Required action: Only lines with the word "main" are wanted; copy each of them from the listing below.
++++++++
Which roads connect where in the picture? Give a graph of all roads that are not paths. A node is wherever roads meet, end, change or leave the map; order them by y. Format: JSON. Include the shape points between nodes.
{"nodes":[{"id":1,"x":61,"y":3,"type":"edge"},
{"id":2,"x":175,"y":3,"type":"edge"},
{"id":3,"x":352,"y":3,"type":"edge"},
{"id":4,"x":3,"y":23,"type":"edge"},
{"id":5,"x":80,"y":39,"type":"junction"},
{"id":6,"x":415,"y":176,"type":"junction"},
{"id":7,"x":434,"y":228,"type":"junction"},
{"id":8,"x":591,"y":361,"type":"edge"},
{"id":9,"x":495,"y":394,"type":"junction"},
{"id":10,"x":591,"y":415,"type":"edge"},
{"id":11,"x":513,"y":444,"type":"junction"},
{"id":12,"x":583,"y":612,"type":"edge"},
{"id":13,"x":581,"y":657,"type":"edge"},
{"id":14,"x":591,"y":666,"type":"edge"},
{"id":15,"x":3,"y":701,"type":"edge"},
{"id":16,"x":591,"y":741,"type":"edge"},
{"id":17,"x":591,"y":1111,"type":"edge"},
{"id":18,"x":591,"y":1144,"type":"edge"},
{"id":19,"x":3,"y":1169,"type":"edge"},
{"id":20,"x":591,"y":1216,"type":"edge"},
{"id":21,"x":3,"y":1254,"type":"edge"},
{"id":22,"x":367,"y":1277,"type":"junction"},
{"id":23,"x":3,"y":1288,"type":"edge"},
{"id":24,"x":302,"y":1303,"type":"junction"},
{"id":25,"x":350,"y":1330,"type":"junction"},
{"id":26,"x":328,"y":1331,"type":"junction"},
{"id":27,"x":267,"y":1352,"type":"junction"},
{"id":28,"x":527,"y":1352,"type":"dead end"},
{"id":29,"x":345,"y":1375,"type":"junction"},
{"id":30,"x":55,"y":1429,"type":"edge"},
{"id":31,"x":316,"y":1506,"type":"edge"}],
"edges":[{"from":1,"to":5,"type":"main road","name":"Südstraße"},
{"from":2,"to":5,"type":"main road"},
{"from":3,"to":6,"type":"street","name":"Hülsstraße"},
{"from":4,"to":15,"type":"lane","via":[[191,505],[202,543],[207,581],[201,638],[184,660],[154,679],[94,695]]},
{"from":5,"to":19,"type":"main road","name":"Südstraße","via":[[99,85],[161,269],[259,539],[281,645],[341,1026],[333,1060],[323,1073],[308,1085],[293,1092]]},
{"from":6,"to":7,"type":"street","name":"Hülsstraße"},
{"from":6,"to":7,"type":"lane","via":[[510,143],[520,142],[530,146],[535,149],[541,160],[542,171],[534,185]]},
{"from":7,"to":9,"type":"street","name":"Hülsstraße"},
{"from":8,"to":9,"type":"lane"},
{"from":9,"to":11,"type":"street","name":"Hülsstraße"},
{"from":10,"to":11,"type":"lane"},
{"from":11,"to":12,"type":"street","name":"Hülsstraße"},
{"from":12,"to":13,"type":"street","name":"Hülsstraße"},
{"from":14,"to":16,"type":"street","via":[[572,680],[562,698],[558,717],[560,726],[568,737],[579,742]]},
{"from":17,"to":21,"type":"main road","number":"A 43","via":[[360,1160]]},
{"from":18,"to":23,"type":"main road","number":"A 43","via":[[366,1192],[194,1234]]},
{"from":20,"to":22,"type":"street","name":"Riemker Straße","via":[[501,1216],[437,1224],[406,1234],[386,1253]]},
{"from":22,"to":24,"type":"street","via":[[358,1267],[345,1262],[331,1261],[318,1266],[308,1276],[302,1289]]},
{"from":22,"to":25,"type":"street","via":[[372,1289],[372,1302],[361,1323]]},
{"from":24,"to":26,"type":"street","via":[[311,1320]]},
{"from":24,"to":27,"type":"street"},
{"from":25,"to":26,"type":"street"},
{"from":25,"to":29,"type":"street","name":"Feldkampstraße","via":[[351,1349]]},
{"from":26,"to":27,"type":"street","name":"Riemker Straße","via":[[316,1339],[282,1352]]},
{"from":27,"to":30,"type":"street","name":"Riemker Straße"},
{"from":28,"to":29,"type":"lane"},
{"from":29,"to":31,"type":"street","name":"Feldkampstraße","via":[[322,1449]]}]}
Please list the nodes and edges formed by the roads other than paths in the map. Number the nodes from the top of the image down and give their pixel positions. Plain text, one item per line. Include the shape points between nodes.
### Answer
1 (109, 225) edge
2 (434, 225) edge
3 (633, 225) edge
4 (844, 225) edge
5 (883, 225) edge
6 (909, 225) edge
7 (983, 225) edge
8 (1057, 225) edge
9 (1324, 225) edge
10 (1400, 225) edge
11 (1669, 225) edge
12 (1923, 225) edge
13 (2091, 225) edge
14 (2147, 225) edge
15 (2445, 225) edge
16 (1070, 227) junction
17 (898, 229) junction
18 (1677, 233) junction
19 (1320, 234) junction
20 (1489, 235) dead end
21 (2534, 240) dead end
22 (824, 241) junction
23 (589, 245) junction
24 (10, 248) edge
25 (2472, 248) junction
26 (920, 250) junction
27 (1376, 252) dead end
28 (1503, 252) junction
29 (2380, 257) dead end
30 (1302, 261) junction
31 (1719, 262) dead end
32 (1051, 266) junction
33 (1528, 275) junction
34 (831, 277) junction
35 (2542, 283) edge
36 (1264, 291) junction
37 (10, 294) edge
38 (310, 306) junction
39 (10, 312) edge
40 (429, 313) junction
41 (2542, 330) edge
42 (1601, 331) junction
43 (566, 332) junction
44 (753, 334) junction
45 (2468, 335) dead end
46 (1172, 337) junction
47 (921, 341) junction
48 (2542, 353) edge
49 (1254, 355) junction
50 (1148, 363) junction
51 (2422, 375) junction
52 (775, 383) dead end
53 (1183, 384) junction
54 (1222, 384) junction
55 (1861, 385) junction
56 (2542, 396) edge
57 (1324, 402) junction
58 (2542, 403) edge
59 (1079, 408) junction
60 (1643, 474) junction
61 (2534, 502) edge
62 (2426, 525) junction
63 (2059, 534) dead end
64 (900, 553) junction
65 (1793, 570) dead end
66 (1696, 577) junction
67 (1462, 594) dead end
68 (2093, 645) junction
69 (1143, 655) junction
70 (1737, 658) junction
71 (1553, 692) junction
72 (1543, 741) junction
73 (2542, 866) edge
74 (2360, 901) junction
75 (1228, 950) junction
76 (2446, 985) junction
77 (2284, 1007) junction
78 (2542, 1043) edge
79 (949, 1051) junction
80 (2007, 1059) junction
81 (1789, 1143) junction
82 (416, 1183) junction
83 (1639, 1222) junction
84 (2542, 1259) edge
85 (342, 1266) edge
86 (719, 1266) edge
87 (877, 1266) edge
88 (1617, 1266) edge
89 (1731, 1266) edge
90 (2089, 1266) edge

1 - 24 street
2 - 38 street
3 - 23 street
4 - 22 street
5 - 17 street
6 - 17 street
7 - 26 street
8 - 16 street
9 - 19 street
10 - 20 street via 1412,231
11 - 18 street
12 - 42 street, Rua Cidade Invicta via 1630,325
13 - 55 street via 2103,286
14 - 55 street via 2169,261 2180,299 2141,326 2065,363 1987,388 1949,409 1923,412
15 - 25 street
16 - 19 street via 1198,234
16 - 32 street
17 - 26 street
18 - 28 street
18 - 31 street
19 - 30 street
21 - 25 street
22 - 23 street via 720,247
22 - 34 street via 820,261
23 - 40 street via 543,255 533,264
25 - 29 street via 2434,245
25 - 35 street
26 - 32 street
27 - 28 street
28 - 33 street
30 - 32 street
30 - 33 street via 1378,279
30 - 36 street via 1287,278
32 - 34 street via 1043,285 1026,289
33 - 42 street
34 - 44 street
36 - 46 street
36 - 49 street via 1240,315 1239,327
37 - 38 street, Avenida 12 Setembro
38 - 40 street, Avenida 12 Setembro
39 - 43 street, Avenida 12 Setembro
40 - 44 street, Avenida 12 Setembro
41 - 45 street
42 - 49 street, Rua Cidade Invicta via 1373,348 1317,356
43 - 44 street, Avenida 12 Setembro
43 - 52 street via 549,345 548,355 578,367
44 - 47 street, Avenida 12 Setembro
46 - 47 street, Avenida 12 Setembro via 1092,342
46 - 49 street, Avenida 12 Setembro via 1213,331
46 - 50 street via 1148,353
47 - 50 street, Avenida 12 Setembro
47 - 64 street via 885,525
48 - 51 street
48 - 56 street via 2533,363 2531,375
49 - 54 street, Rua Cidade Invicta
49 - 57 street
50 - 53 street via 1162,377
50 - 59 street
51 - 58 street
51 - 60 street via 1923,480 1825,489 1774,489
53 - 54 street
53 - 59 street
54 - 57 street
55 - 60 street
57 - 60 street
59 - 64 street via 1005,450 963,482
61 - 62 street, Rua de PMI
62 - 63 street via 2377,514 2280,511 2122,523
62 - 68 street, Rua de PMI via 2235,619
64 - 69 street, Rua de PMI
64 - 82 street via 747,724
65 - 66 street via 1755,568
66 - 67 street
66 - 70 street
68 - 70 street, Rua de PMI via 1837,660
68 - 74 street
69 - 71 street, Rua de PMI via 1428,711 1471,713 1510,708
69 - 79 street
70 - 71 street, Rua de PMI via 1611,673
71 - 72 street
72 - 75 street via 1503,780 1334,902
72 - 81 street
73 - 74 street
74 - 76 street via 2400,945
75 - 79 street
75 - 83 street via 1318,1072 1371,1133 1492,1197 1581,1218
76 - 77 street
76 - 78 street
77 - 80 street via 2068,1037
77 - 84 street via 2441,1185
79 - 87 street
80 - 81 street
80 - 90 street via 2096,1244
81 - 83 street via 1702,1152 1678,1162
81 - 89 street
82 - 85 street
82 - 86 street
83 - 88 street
++++++++
Output below:
"edges":[{"from":1,"to":5,"type":"main road","name":"Südstraße"},
{"from":2,"to":5,"type":"main road"},
{"from":5,"to":19,"type":"main road","name":"Südstraße","via":[[99,85],[161,269],[259,539],[281,645],[341,1026],[333,1060],[323,1073],[308,1085],[293,1092]]},
{"from":17,"to":21,"type":"main road","number":"A 43","via":[[360,1160]]},
{"from":18,"to":23,"type":"main road","number":"A 43","via":[[366,1192],[194,1234]]},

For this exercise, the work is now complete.